Don't Take it Personally If Bernie Kerik Doesn't Write You From Prison
Former New York police commissioner Bernard Kerik's social calendar is obviously a lot clearer now that he's in prison, but he still has to juggle people.
Former New York police commissioner Bernard Kerik's social calendar is obviously a lot clearer now that he's in prison, but he still has to juggle people. And as The Nw York Daily News' Clem Richardson learned in Kerik's first jailhouse interview, not everybody gets to make the cut. The man once known as "America's cop" drifted apart from some friends, like former mayor Rudolph Giuliani, as his legal troubles mounted. But midway through a four-year sentence for tax fraud, Kerik's email contact list is still larger than prison officials allow:
Email, screened by prison officials, allows him to keep in touch with a limited number of relatives and friends.
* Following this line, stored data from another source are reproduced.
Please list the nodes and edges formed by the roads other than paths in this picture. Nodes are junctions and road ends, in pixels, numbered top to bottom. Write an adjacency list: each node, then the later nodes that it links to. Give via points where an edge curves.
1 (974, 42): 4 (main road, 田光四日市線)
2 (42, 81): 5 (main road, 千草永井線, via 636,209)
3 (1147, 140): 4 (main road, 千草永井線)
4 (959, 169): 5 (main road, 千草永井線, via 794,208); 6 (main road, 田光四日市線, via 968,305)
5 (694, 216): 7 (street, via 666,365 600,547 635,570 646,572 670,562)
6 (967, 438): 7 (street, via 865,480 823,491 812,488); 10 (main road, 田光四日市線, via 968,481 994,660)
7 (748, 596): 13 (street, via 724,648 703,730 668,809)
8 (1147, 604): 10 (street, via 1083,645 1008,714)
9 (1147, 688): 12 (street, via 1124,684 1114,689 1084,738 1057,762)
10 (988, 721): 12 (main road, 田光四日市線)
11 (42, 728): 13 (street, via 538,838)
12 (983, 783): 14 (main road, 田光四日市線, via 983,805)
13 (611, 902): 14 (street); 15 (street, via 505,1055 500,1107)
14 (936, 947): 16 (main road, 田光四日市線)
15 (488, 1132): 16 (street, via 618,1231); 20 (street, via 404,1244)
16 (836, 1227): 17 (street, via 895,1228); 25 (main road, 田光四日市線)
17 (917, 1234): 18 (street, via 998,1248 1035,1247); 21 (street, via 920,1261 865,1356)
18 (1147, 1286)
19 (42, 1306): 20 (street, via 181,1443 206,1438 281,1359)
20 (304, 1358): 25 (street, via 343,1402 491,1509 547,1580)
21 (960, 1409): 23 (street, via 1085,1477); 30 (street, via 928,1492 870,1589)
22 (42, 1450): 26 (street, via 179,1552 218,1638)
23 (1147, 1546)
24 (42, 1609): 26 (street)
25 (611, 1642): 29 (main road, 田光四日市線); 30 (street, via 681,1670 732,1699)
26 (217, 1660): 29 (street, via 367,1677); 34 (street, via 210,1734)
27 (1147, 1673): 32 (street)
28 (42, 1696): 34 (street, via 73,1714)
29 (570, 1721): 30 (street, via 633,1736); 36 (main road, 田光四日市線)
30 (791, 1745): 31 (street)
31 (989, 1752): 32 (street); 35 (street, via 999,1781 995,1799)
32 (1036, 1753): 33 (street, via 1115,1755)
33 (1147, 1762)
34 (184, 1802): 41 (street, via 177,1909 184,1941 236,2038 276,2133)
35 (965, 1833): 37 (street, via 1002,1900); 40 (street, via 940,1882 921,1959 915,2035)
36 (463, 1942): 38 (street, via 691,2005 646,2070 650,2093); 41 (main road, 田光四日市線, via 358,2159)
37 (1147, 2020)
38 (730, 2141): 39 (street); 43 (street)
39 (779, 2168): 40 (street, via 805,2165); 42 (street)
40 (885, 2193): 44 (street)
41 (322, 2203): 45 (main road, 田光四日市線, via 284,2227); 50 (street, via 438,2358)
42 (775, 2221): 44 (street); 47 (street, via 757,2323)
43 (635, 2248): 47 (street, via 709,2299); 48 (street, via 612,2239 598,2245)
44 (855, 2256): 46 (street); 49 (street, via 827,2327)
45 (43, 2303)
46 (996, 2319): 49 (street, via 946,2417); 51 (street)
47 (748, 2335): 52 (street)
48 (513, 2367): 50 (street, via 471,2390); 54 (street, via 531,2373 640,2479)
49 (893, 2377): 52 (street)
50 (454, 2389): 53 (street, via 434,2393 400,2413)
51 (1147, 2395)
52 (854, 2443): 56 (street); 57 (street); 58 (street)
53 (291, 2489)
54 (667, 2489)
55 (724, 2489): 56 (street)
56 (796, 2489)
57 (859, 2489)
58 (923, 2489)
"I sometimes have to drop someone from the list to put someone else on," Kerik said. "Then the person I dropped will contact someone else and say, 'What did I do that he kicked me off?' "
While Richardson calls his interview Kerik's first since he was sentenced in 2010, it's probably not the last. Per Richardson: "Other visitors have included Geraldo Rivera and '60 Minutes' correspondent Byron Pitts." We'll be hearing Kerik, and we don't mean an email.